* _Goal of the exercise_: Report only how many lines below include "dead".

### Source material ###

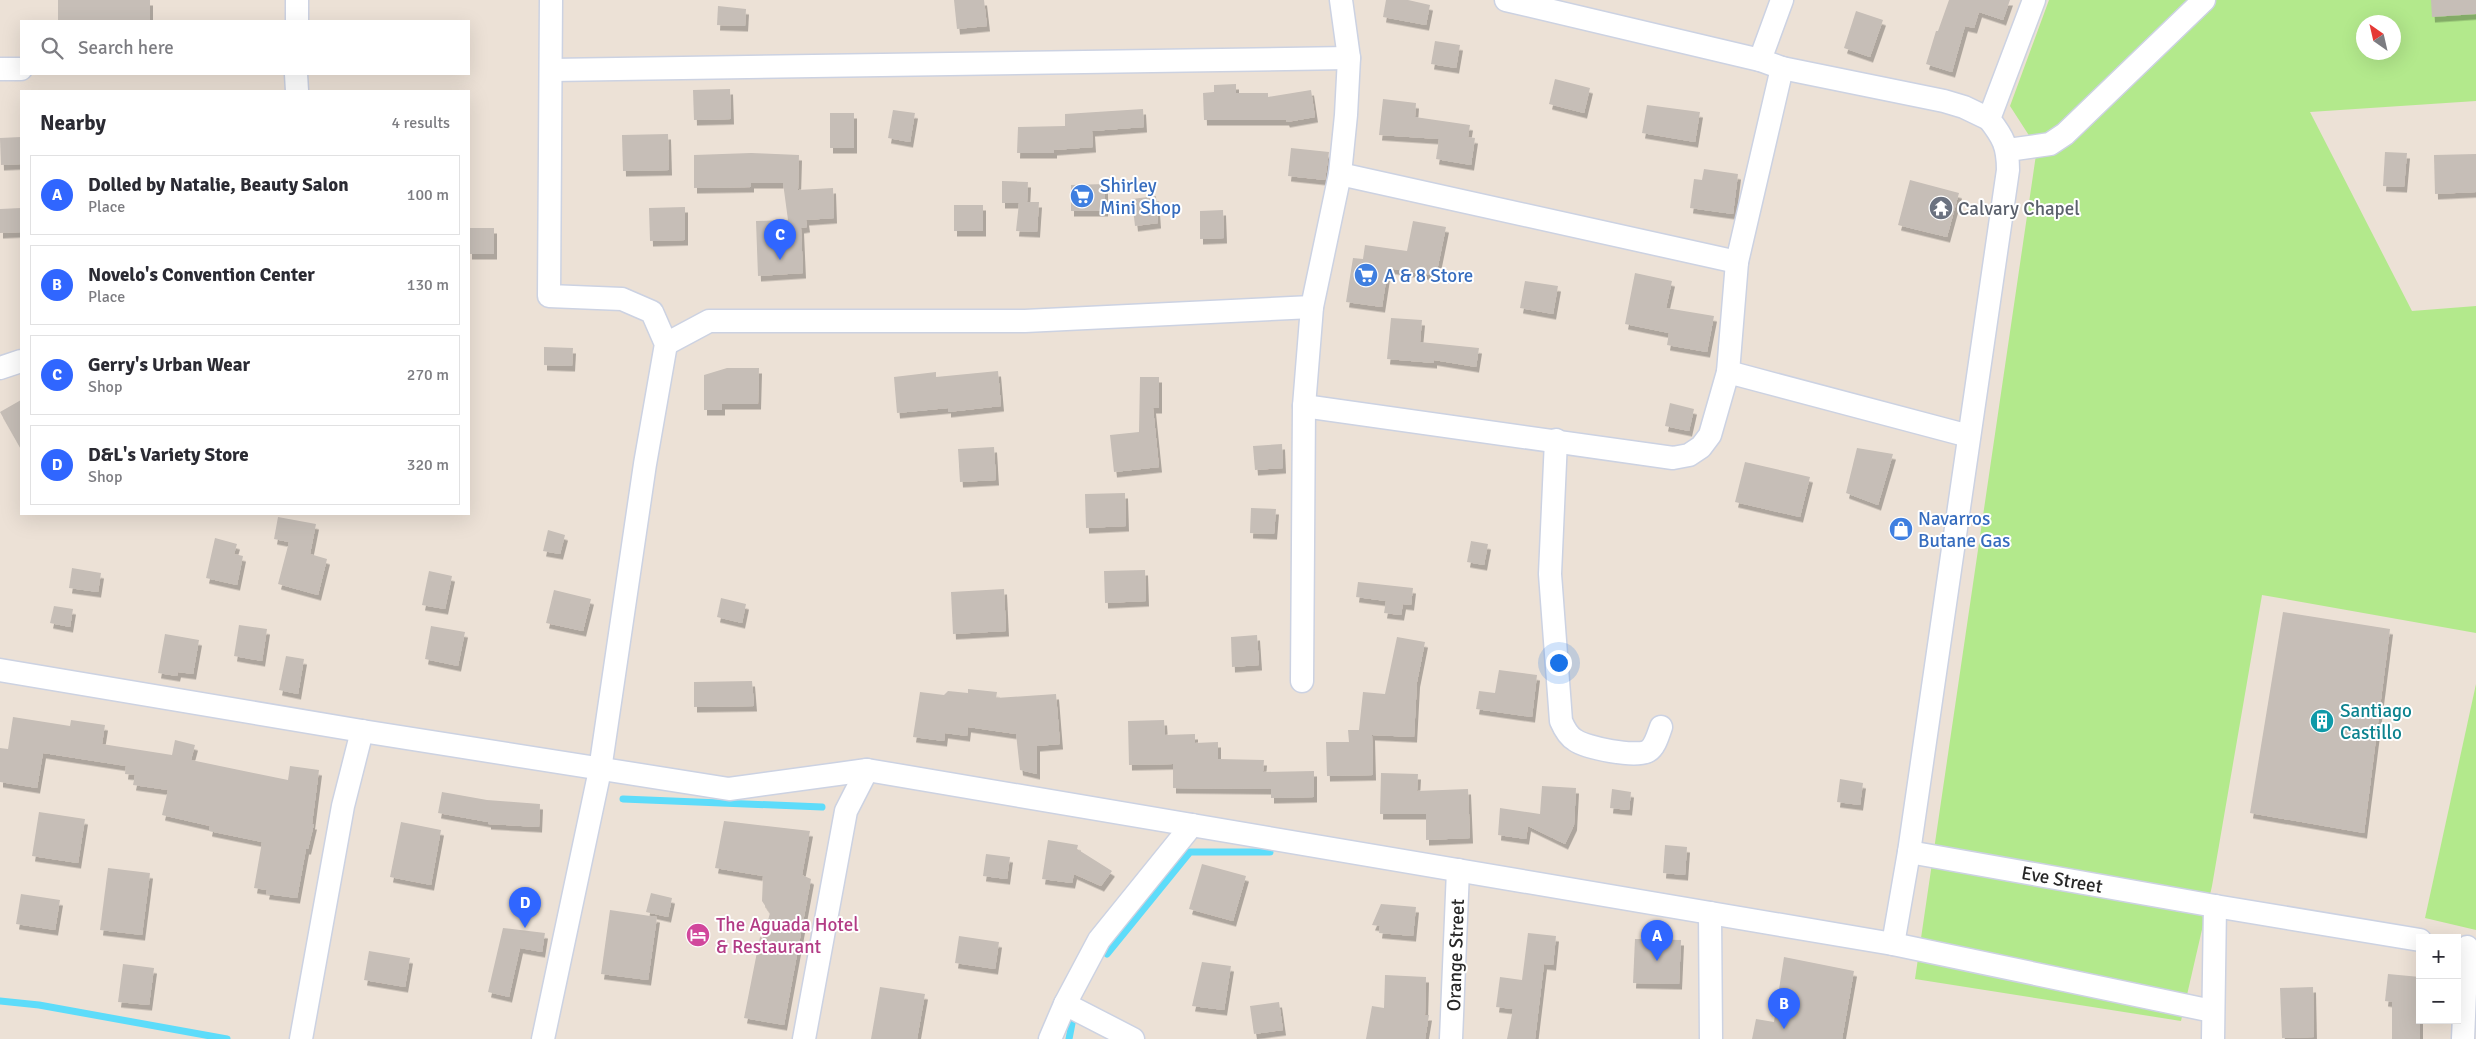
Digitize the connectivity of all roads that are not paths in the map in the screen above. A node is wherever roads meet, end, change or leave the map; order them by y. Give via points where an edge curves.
1 (297, 0) edge
2 (551, 0) edge
3 (1342, 0) edge
4 (1506, 0) edge
5 (1782, 0) edge
6 (2034, 0) edge
7 (2204, 0) edge
8 (297, 20) edge
9 (1349, 58) junction
10 (1760, 60) junction
11 (1782, 68) junction
12 (0, 69) edge
13 (20, 69) edge
14 (552, 70) junction
15 (296, 75) edge
16 (297, 90) edge
17 (1989, 119) junction
18 (2008, 150) junction
19 (1340, 174) junction
20 (1737, 262) junction
21 (1312, 307) junction
22 (666, 344) junction
23 (20, 361) edge
24 (0, 368) edge
25 (1728, 372) junction
26 (1304, 406) junction
27 (1969, 436) junction
28 (1556, 440) junction
29 (0, 670) edge
30 (1302, 681) dead end
31 (1661, 727) dead end
32 (362, 731) junction
33 (600, 770) junction
34 (867, 770) junction
35 (1192, 825) junction
36 (1909, 852) junction
37 (1458, 870) junction
38 (2215, 906) junction
39 (1710, 913) junction
40 (2416, 939) edge
41 (1893, 944) junction
42 (2467, 947) edge
43 (1065, 1004) junction
44 (2212, 1011) junction
45 (301, 1039) edge
46 (543, 1039) edge
47 (804, 1039) edge
48 (1050, 1039) edge
49 (1133, 1039) edge
50 (1451, 1039) edge
51 (1711, 1039) edge
52 (2213, 1039) edge
53 (2463, 1039) edge

1 - 8 street
2 - 14 street
3 - 9 street
4 - 10 street
5 - 10 street
6 - 17 street
7 - 18 street via 2065,134 2050,144
9 - 14 street
9 - 19 street
10 - 11 street
11 - 17 street via 1944,101 1964,106
11 - 20 street
12 - 13 street
14 - 22 street via 549,296 622,299 652,312
15 - 16 street
17 - 18 street
18 - 27 street via 2008,170
19 - 20 street
19 - 21 street
20 - 25 street
21 - 22 street via 1025,322 709,320
21 - 26 street
22 - 33 street
23 - 24 street
25 - 27 street
25 - 28 street via 1710,435 1689,455 1673,458
26 - 28 street
26 - 30 street
27 - 36 street
28 - 31 street via 1550,574 1564,730 1573,740 1587,746 1637,754 1648,751
29 - 32 street
32 - 33 street
32 - 45 street via 343,806
33 - 34 street via 729,789
33 - 46 street
34 - 35 street
34 - 47 street via 846,811
35 - 37 street
35 - 43 street via 1099,940
36 - 38 street, Eve Street
36 - 41 street
37 - 39 street
37 - 50 street, Orange Street
38 - 40 street, Eve Street
38 - 44 street
39 - 41 street
39 - 51 street
41 - 44 street
42 - 53 street
43 - 48 street
43 - 49 street
44 - 52 street

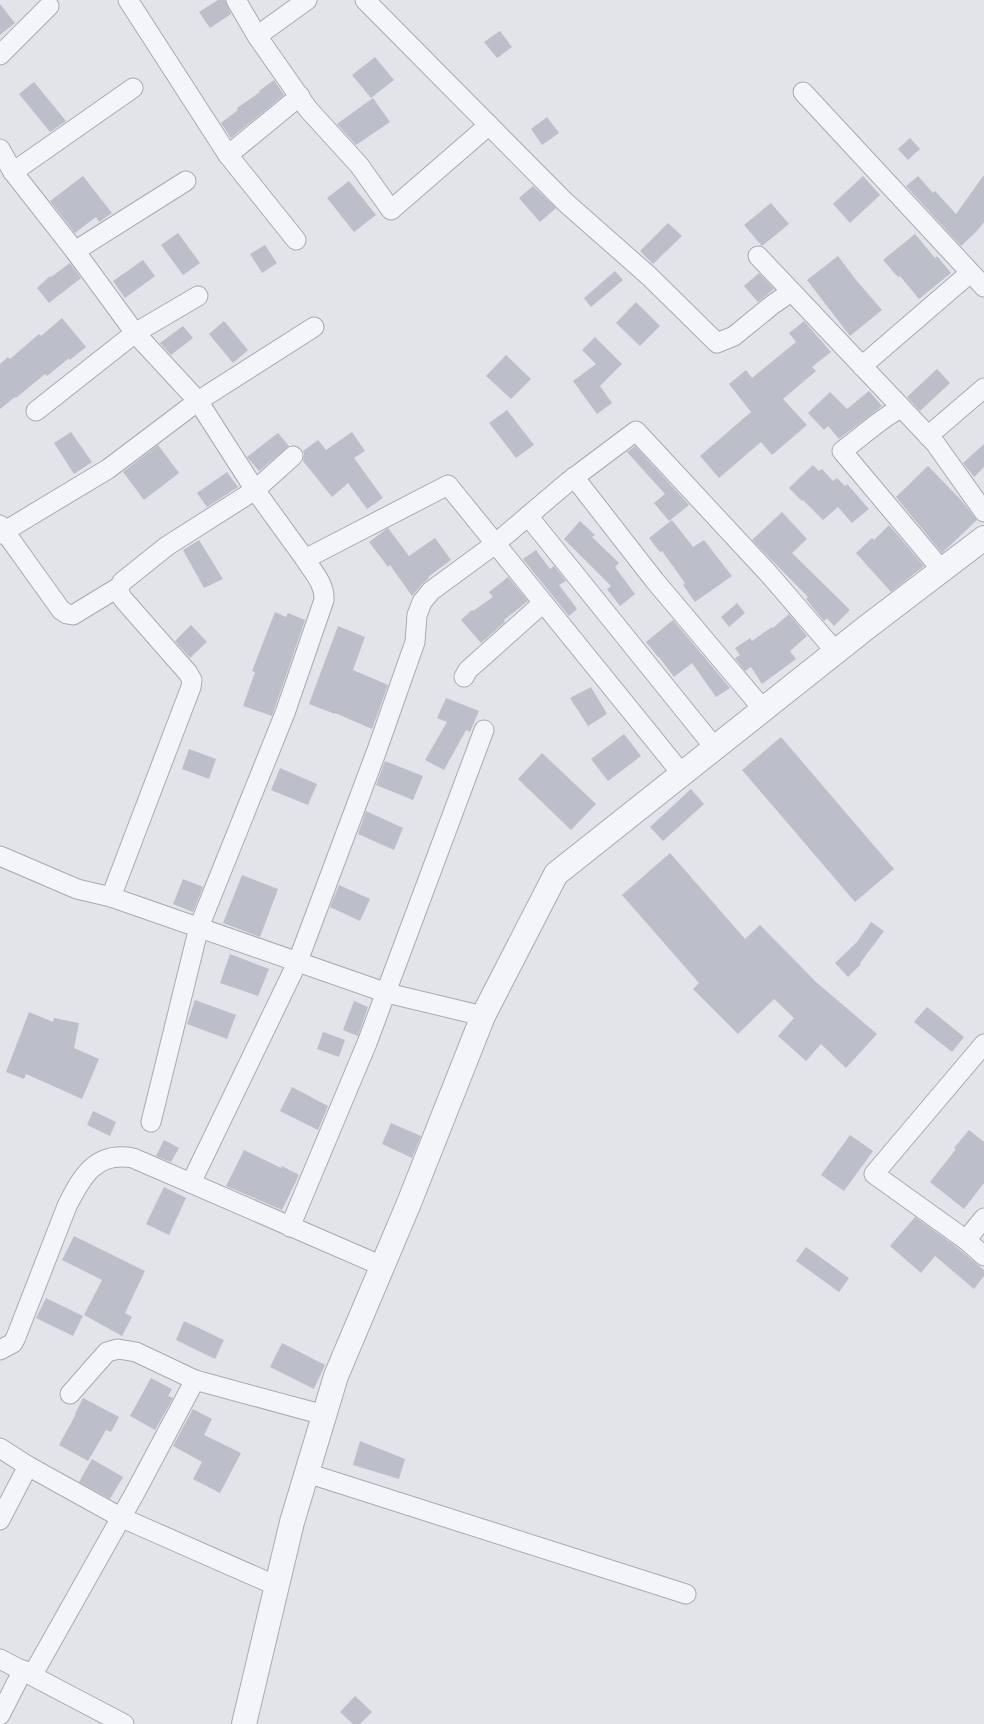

###

* _Task solution_: 2